Key insight: the inner two loops together do Theta(n) work (geometric sum dominated by largest term n), NOT Theta(n log n). The middle loop's log n values mislead; you must sum the actual inner work, which is geometric.

Distinguish best (Omega-ish minimum), average (expected), and worst (maximum) inputs:

• Linear search: best O(1), avg O(n), worst O(n).
• Binary search: best O(1), avg/worst O(log n).
• Quicksort: best/avg O(n log n), WORST O(n^2) (already sorted with poor pivot).
• Merge sort: O(n log n) in ALL cases (input-independent).
• Insertion sort: best O(n) (sorted), avg/worst O(n^2).
• Bubble sort: best O(n) (with flag, sorted), worst O(n^2).
• Heap sort: O(n log n) all cases. Build-heap is O(n).
• BST search: avg O(log n), worst O(n) (skewed).
  Memory aid: Merge & Heap sort are 'guaranteed' n log n; Quicksort is fast on average but quadratic worst case.
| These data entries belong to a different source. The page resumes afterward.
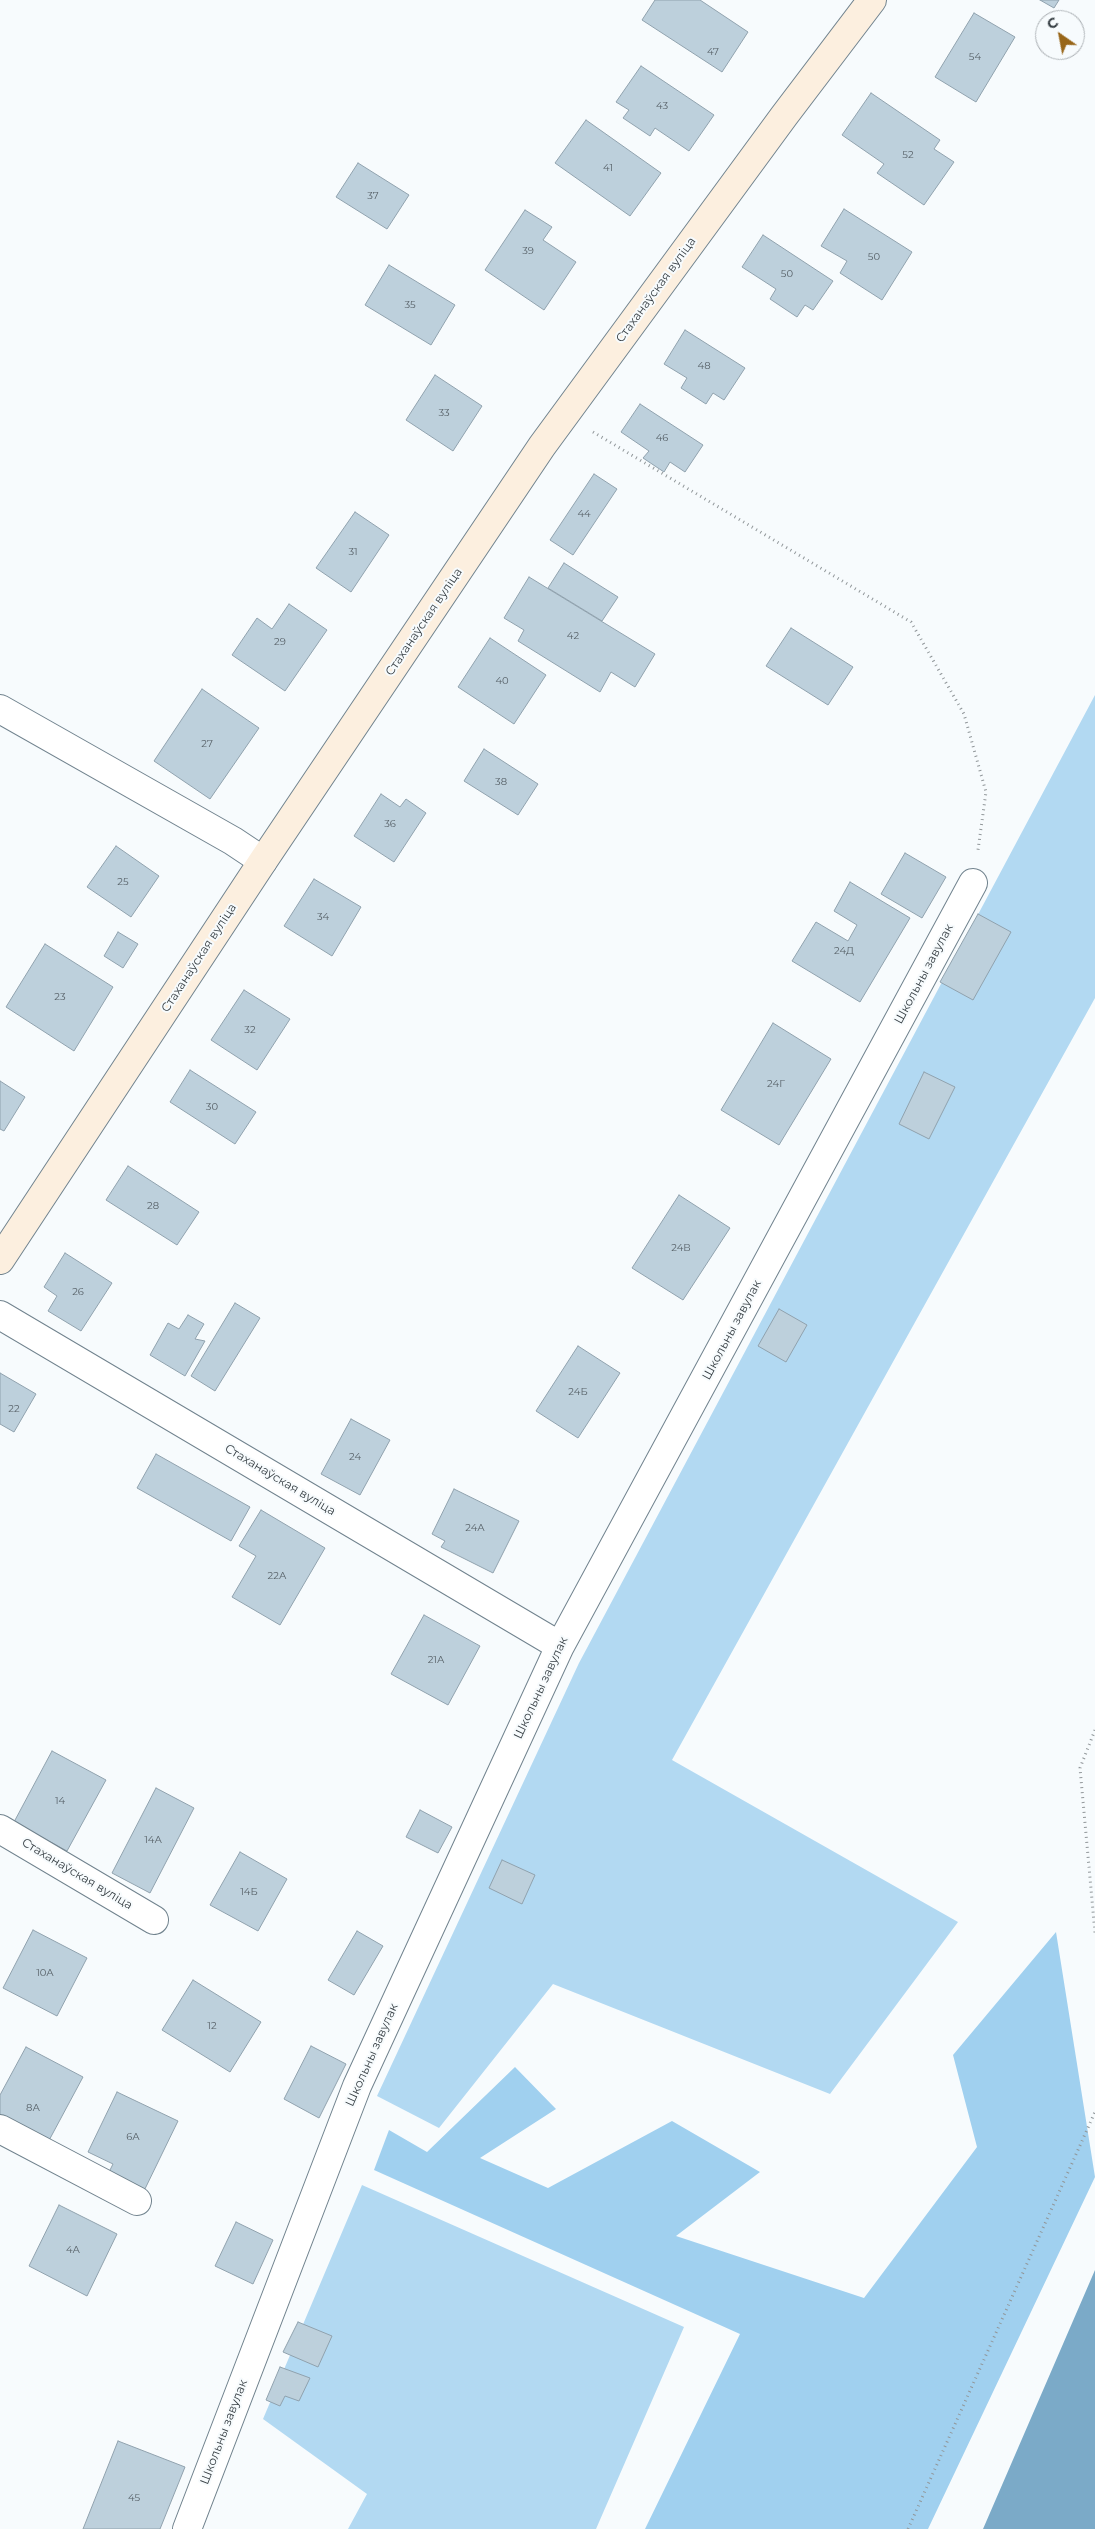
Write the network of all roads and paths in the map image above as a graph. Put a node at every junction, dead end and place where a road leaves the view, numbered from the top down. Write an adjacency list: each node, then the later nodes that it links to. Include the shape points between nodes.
1 (872, 0): 4 (street, Стаханаўская вуліца, via 542,446)
2 (587, 429): 5 (path, via 911,622 964,714 986,792)
3 (0, 709): 4 (street)
4 (263, 861): 6 (street, Стаханаўская вуліца)
5 (973, 883): 8 (street, Школьны завулак)
6 (0, 1260)
7 (0, 1315): 8 (street, Стаханаўская вуліца)
8 (560, 1646): 16 (street, Школьны завулак, via 357,2086)
9 (1095, 1730): 12 (path, via 1080,1768)
10 (0, 1829): 11 (street, Стаханаўская вуліца)
11 (154, 1920)
12 (1095, 1933)
13 (1095, 2112): 17 (path)
14 (0, 2129): 15 (street)
15 (137, 2201)
16 (187, 2529)
17 (908, 2529)

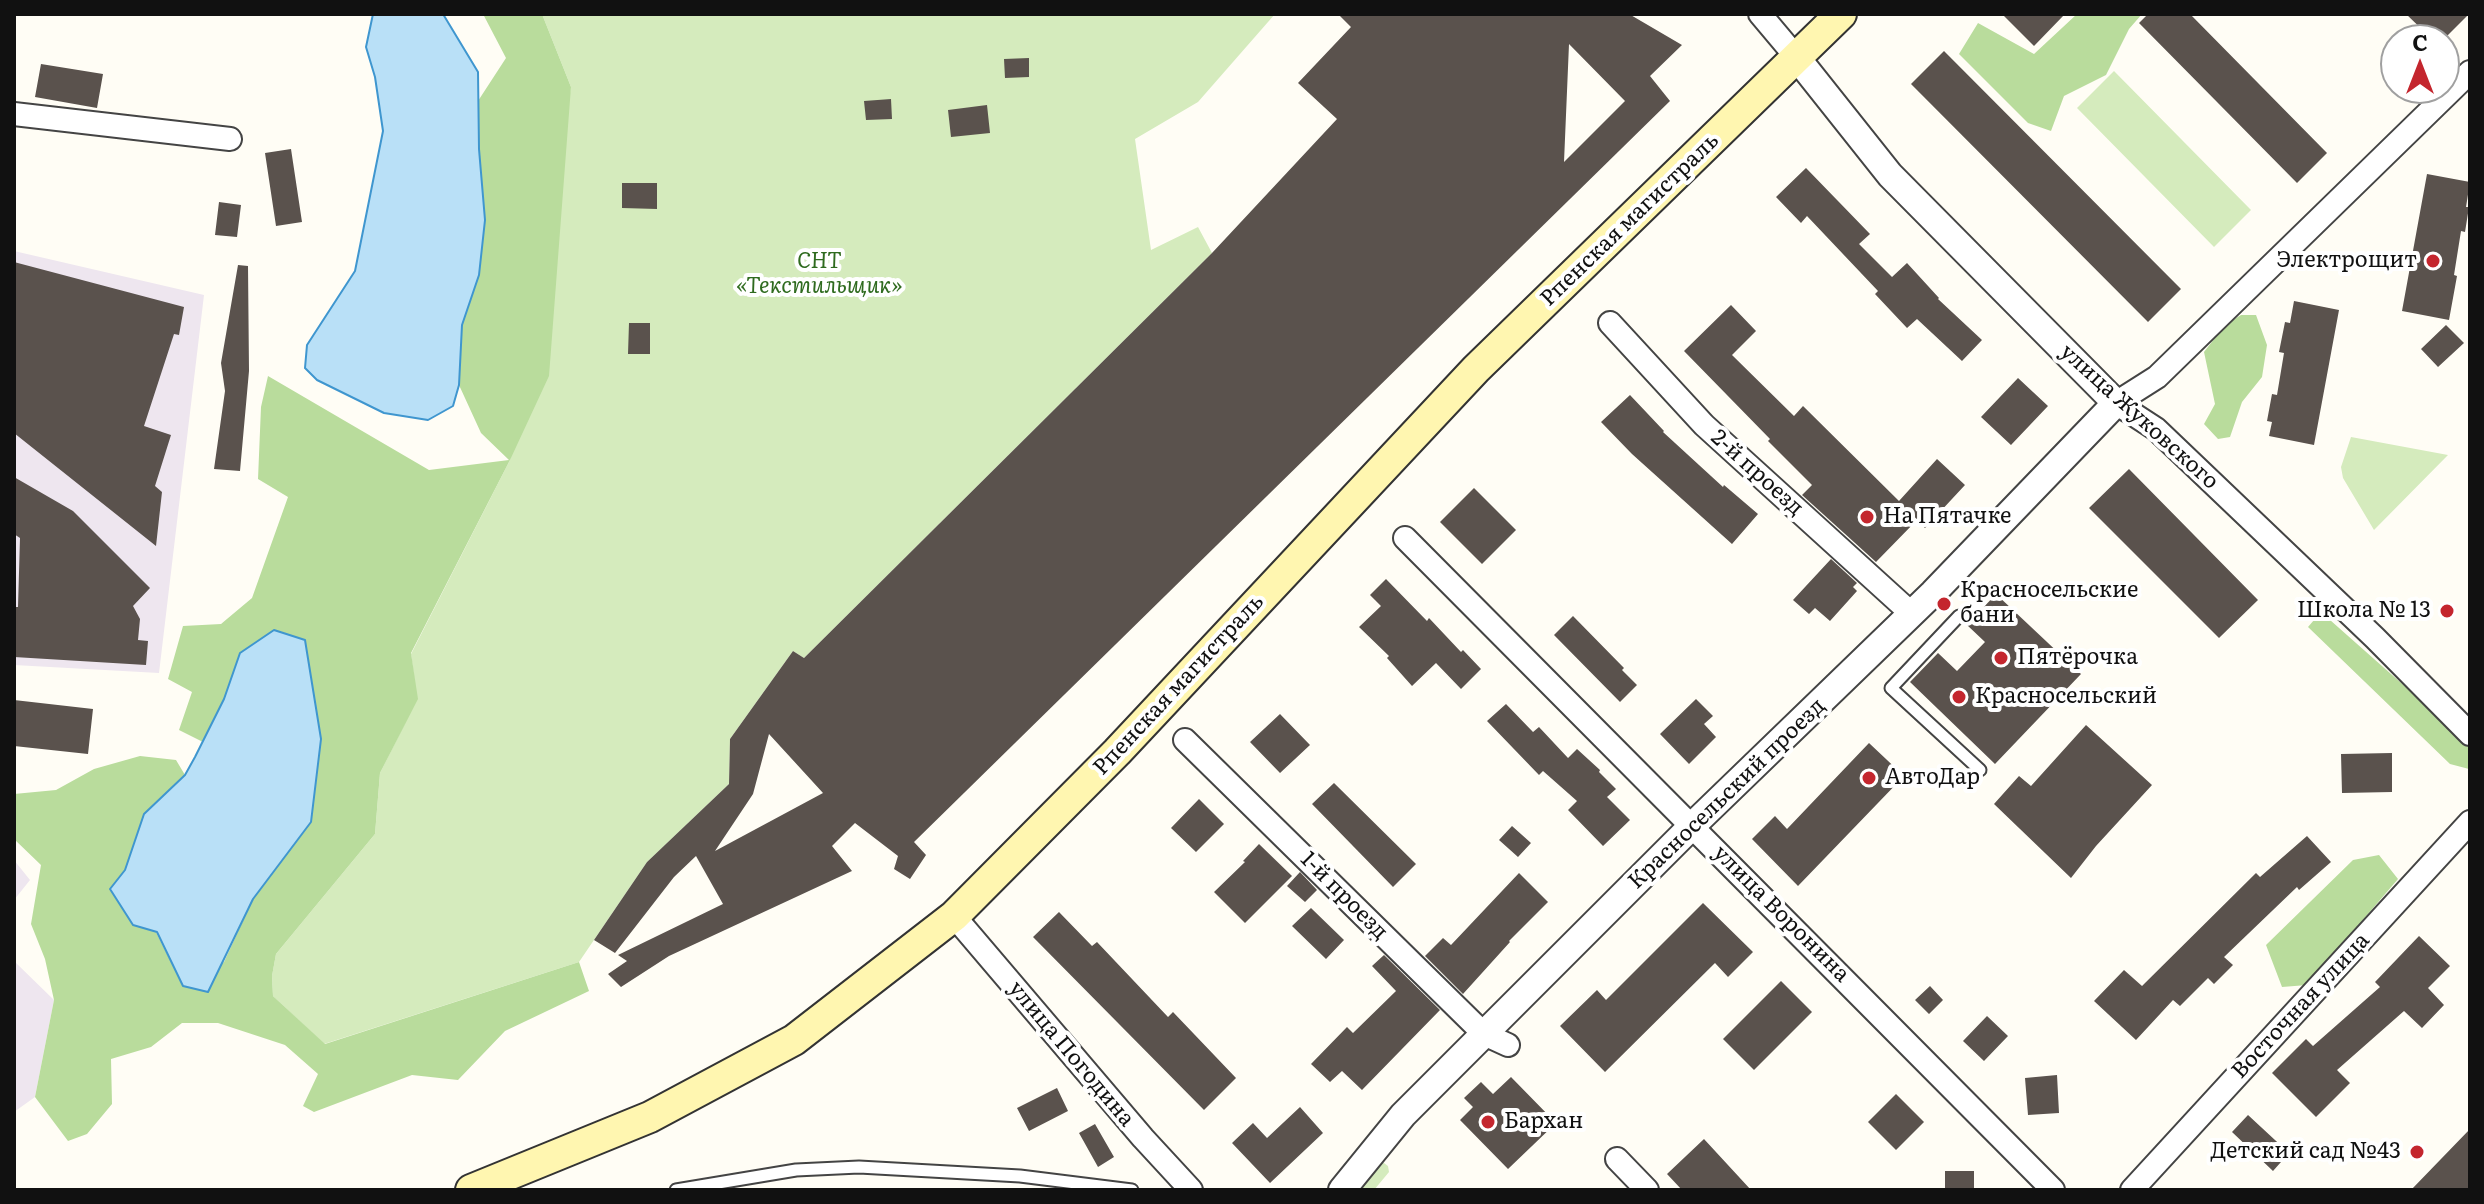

Big-O is NOT the same as worst case. Big-O/Omega/Theta are bounds on a FUNCTION; best/average/worst describe which INPUT you analyze. You can state Big-O of the best case (e.g., insertion sort best case is Theta(n), which is also O(n) and O(n^2)).
Thus 'worst case is O(n^2)' and 'best case is Omega(n)' are both valid. A bound and a case are orthogonal concepts.
Common GATE trap: 'The worst-case running time of merge sort is O(n^2)' is TECHNICALLY TRUE (since O is an upper bound, and n log n <= c.n^2), even though Theta is n log n. Read whether the question asks for tight (Theta) or just an upper bound (O).

Comparison-based sort lower bound: Omega(n log n) (decision-tree argument: n! leaves need log(n!)=Theta(n log n) height).
Non-comparison sorts beat this: Counting sort O(n+k), Radix sort O(d(n+k)), Bucket sort avg O(n).
Space: Merge sort O(n) auxiliary; Quicksort O(log n) stack (avg); Heap sort O(1) in-place.
Selection sort: O(n^2) all cases, O(n) swaps.
Key numericals: minimum comparisons to find both min and max in n elements = ceil(3n/2) - 2. Minimum comparisons to find the 2nd smallest = n + ceil(log2 n) - 2. Merging two sorted lists of sizes m and n needs m+n-1 comparisons worst case.